(book review) by Alexander H. Joffe.
Full Text: COPYRIGHT 2002 University of Chicago Press
By RICHARD POE. Rocklin, California: Prima Publishing, 1997. Pp. xxii + 554 + 15 figs. $28.
Afrocentrism is a form of “ethno-nationalism” with deep roots in African-American and Afro-French traditions. Is it simultaneously a long overdue perspective on the place of Africa in the development of world civilizations, an indirect means for helping African-Americans contend with hegemonic Euro-American culture, and a direct assault on “Western” civilization, including rationalism and science. (1) Within the tradition there are any number of trends or variants, one of the most unusual being “Egyptocentrism.” Poe’s volume is, in many respects, a typical example of this latter genre.
Undoubtedly, it is tempting to read no further. But the subject of Afrocentrism will not simply go away, nor should it, since it captures much of what is wrong, and right, with both “Western” scholarship and its many critiques. Hysteria abounds on both sides of a yawning intellectual and social divide; how could it not? Afrocentrism kills and butchers sacred cows left and right. Sadly, the present volume does not contribute; it only further obfuscates.
This study is as breathless, lopsided, haphazard, and misinformed as can be imagined. Written in an excited, journalistic style, the book has a nonlinear structure. Unlike an academic presentation, it has a decided story arc. The rhetorical posture of the book stands explicitly against that of conventional scholarship, an enterprise that Poe regards as part of the problem and not the solution.
Poe is a unique contributor to Afrocentric literature in that he is white; unfortunately, he simply parrots scholars from that and parallel traditions, primarily Martin Bernal. (2) In terms of methodology, there is the typical conflation of history, archaeology, myth, and literature, all seamlessly and uncritically woven into a single narrative. Homer, Herodotus, Pausanias, the Parian marble, the Mit Rahina inscription, the Book of Enoch, and numerous other texts are read literally and harmonized effortlessly. There is also the typical paranoia, primarily about conspiracies to withhold knowledge (not unfounded concerns to African-Americans) and to deprive Africa of its glorious Egyptian past.

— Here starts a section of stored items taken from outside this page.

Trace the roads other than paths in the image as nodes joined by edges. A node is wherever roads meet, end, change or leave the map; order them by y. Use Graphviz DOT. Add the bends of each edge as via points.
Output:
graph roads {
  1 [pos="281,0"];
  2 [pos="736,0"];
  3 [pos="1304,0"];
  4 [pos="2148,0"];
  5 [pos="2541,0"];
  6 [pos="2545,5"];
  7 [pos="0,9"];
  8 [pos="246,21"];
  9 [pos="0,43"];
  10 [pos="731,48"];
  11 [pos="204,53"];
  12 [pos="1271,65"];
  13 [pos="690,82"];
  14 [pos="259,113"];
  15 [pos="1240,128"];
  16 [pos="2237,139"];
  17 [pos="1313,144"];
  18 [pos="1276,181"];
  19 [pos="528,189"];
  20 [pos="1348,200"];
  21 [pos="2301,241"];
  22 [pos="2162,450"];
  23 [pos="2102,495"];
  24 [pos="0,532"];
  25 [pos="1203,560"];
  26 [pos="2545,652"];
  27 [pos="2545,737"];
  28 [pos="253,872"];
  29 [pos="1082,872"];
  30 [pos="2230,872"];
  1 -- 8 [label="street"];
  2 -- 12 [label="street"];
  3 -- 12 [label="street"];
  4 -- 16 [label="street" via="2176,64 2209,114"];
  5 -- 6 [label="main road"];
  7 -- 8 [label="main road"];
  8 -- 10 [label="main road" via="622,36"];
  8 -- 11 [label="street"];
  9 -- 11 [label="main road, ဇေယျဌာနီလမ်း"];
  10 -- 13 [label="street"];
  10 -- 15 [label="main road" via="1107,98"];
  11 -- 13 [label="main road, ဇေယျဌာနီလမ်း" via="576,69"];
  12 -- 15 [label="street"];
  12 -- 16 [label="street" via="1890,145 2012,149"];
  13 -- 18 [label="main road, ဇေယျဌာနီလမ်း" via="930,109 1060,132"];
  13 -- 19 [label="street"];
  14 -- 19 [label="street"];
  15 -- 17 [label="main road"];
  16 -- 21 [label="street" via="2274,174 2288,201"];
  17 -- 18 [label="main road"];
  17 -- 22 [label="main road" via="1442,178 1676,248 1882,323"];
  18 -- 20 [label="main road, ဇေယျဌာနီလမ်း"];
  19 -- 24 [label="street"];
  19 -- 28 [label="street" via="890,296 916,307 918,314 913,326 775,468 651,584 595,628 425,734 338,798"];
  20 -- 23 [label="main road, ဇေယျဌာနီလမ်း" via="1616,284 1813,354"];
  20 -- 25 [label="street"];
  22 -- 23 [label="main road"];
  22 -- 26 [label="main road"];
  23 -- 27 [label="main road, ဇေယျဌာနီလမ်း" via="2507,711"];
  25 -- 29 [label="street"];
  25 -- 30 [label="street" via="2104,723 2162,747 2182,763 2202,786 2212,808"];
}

The plot is complex and involves a host of the usual suspects. In brief, the book suggests that Sesostris founded a colony in Colchis from which Europeans, hitherto headhunting, cannibalistic, wicker-man burning, blue-painted types, learned civilization. The story covers much familiar ground and many familiar faces.
The sphinx and the police artist Frank Domingo, Mark Lehner and John Anthony West, Count Volney, and Herodotus all make appearances early on. Later there are innumerable twists and turns, Karl Jung’s visit to Buffalo, the Nubian king Sesostris’s Twelfth Dynasty empire on the Black Sea, Michael Jackson’s Egyptian themed video, Frederick Douglass, the pre- Hispanic “city” of Cahokia, Daidalos, Kekrops (= Kheper-Ka-Re), Necco circumnagivating Africa, Thor Heyerdahl and Barry Fell, Ivan Van Sertima, Cyrus Gordon, Danaos establishing Egyptian colonies in Greece in 1511 B.C., cocaine mummies, Minyan kings and the Early Helladic pyramid at Amphion, the Master Race theory, Merlin, Arthur, the Qustul incense burner, Michael Crichton’s Harvard undergraduate thesis on Naqada skulls, and so on.